WHAT YOU SHOULD DO: A copy is needed of each line in the records that has the word "dead".

LISTED ENTRIES:
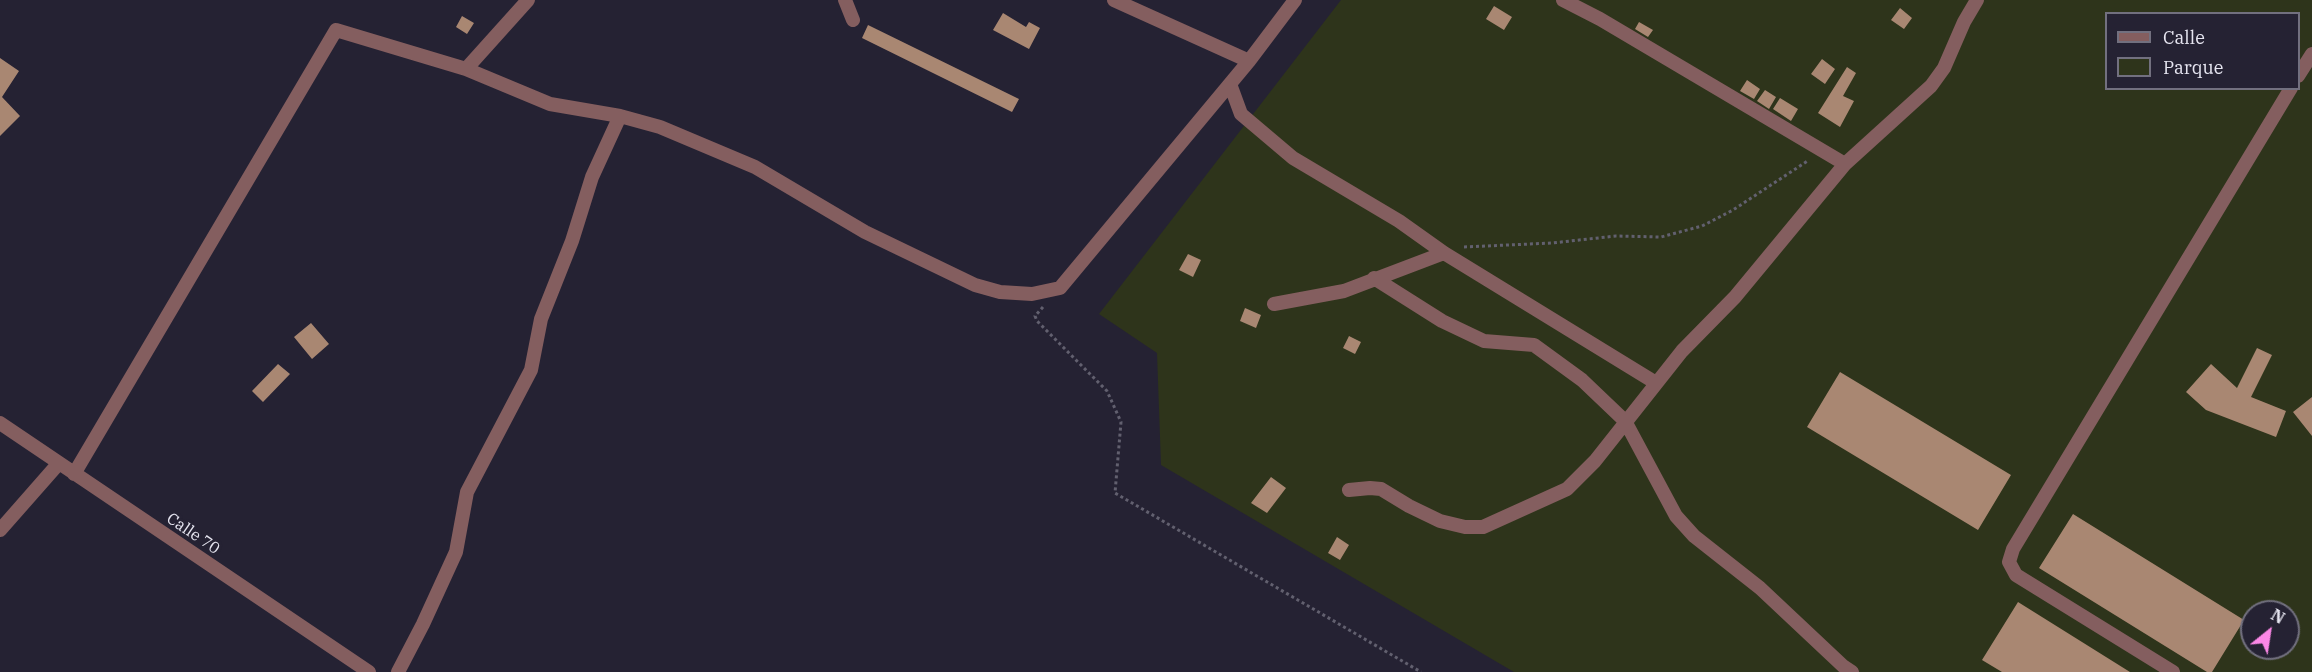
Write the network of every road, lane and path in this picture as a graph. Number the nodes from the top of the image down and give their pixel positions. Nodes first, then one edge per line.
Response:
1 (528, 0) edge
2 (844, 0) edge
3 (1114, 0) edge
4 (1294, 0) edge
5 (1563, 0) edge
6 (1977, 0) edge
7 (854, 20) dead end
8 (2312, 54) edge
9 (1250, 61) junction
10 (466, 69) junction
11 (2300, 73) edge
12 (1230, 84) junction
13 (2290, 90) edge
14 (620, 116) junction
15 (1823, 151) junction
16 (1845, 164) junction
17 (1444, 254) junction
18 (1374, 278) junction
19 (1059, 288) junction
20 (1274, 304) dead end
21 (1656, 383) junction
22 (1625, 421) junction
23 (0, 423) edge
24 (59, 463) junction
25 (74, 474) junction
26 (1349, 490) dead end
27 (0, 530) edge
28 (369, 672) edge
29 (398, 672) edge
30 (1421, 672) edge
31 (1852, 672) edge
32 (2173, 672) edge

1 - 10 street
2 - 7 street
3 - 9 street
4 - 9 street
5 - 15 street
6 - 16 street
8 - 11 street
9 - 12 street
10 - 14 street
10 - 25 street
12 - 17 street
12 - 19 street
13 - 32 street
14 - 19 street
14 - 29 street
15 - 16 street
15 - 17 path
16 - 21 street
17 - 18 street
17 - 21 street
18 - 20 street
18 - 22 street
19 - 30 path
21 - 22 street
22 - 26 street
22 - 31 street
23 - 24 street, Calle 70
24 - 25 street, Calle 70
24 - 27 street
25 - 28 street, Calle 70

RESPONSE TO THIS EXERCISE:
7 (854, 20) dead end
20 (1274, 304) dead end
26 (1349, 490) dead end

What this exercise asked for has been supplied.